Movie Review: Easy Rider (1969)

And this is how the 1960s ended.

Easy Rider is the punctuation mark at the end of a decade's worth of social upheaval and rejection of traditional norms. Living the life of freedom translates to riding the open highway on mammoth motorcycles, smoking weed, dealing drugs, smoking weed, visiting communes, smoking weed, landing in jail, smoking weed, being met with suspicion by every establishment man, smoking weed, exploring a whorehouse, smoking weed, and attracting lustful women by the mere fact of existing.

Dennis Hopper directed, Peter Fonda produced, and together with Terry Southern, they co-wrote the Easy Rider script. And as the laid back Captain America (Fonda) and the more highly strung Billy (Hopper), they gave life to two iconic characters. Their most memorable travelling companion is George Hanson (Jack Nicholson), a hard-drinking, philosophical son of influential parents, quick to abandon his life and join a trek to New Orleans.

Easy Rider is a buddy road movie, exploring the alternative life of checking-out and specifically the end-result of all the rule-breaking. The very thin thread of plot has Captain America and Billy making their way to Mardi Gras in New Orleans, stopping at various off-the-beaten-track locations and picking up an assortment of characters along the way. But the film is really about physically and emotionally breaking away from any expectations and responsibilities, with no shortage of open-highway, landscape-rolling-by shots, interrupted by discussions about what it means live by no rules and the consequences of spinning away and creating unique orbits.

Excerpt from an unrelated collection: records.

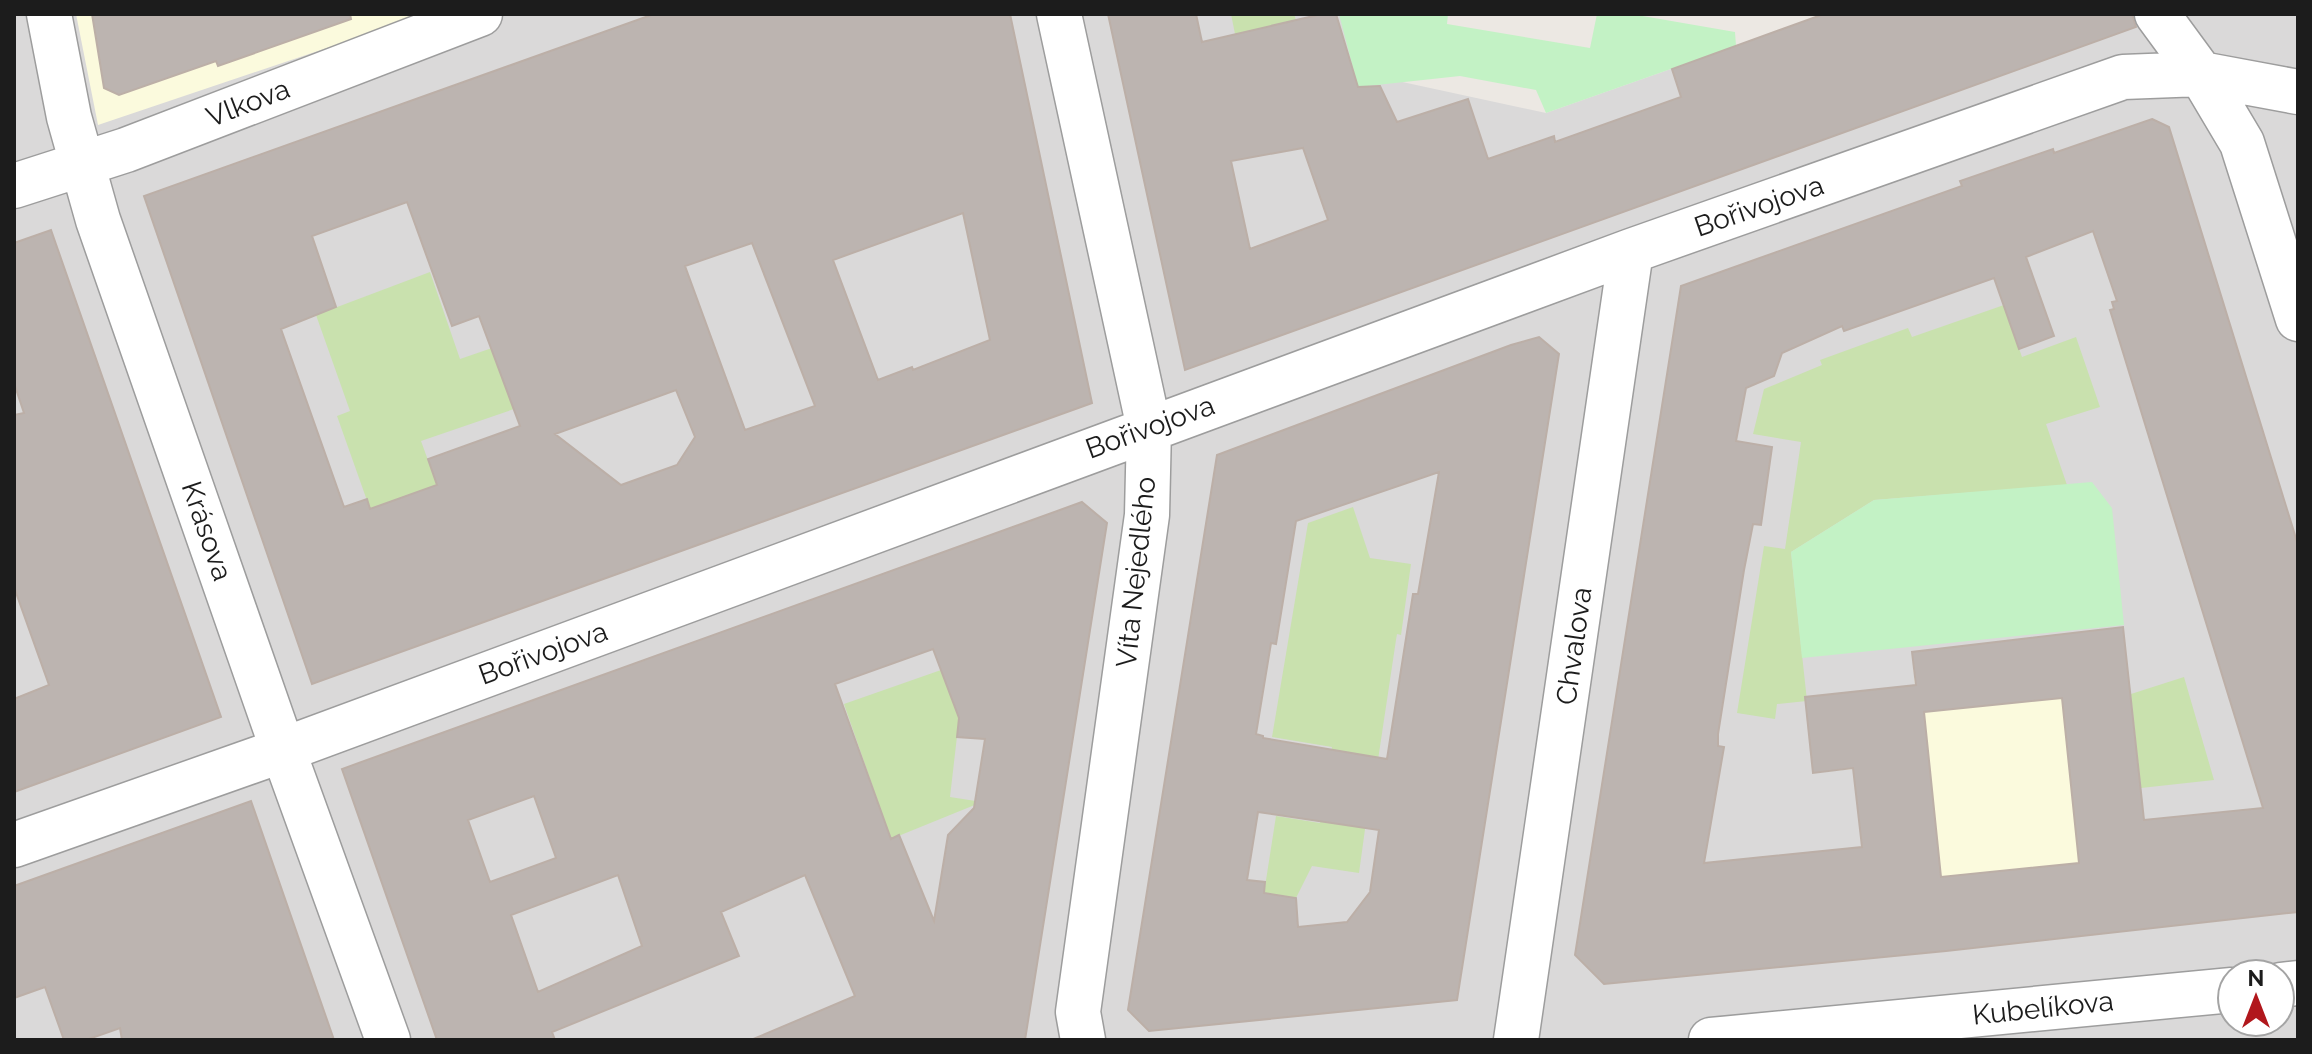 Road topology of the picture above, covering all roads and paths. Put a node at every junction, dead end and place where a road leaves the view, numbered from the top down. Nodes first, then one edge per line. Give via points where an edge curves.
1 (49, 14) edge
2 (1059, 14) edge
3 (2157, 14) edge
4 (475, 15) edge
5 (2201, 74) junction
6 (2298, 92) edge
7 (82, 163) junction
8 (14, 186) edge
9 (1631, 251) junction
10 (2298, 319) edge
11 (1149, 428) junction
12 (283, 750) junction
13 (14, 845) edge
14 (2216, 992) edge
15 (388, 1040) edge
16 (1083, 1040) edge
17 (1516, 1040) edge
18 (1711, 1040) edge

1 - 7 street, Krásova
2 - 11 street, Víta Nejedlého
3 - 5 street
4 - 7 street, Vlkova
5 - 6 street, Bořivojova
5 - 9 street, Bořivojova via 2123,77
5 - 10 street via 2242,143
7 - 8 street, Vlkova
7 - 12 street, Krásova
9 - 11 street, Bořivojova
9 - 17 street, Chvalova
11 - 12 street, Bořivojova
11 - 16 street, Víta Nejedlého via 1147,515 1078,1012
12 - 13 street, Bořivojova
12 - 15 street, Krásova
14 - 18 street, Kubelíkova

Nicholson had been making movies since 1958, but in a star-making role he brings a just slightly unhinged intensity to the quest for freedom, viewing life through the thick lens at the bottom of the bottle and quickly cutting through all the nonsense. Fonda and Hopper allow Nicholson to have the final say on a convulsing nation's split attitude:

Hanson: Oh, yeah, that's right. That's what's it's all about, all right. But talkin' about it and bein' it, that's two different things. I mean, it's real hard to be free when you are bought and sold in the marketplace. Of course, don't ever tell anybody that they're not free, 'cause then they're gonna get real busy killin' and maimin' to prove to you that they are. Oh, yeah, they're gonna talk to you, and talk to you, and talk to you about individual freedom. But they see a free individual, it's gonna scare 'em.

The other two stand-out stars are the two monstrous motorcycles, custom-built for the movie and either destroyed or stolen during filming. With roaring engines, Hopper and Fonda pessimistically present the quest for individuality as enjoying its moments but doomed to tragic failure, fabric woven over many years proving inhospitable to upstart freedom seekers. 

Easy Rider is a nontraditional adventure, and a prescient generational eulogy.

All Ace Black Movie Blog reviews are here.


  1. I was bit surprised to see it's 5 stars.
    I will not lie - the movie is atmospheric, but it does take a step back from the "traditional story-telling" of a movie.

    Apart from this, it does present in hard lines "bad" and "good", has some weird psychedelic shots here and there.

    Overall I wouldn't say I regret watching it, but I wouldn't call it necessarily a "good" movie either.
    I guess one shouldn't expect too much from it.

    1. Thanks for stopping by and commenting! It's a weird and different movie to be sure. Whether the movie intended it or not, I really enjoyed the portrayal of the soul of the 1960s hitting a brick wall at the end of the decade, crushed like roadkill by overpowering reality.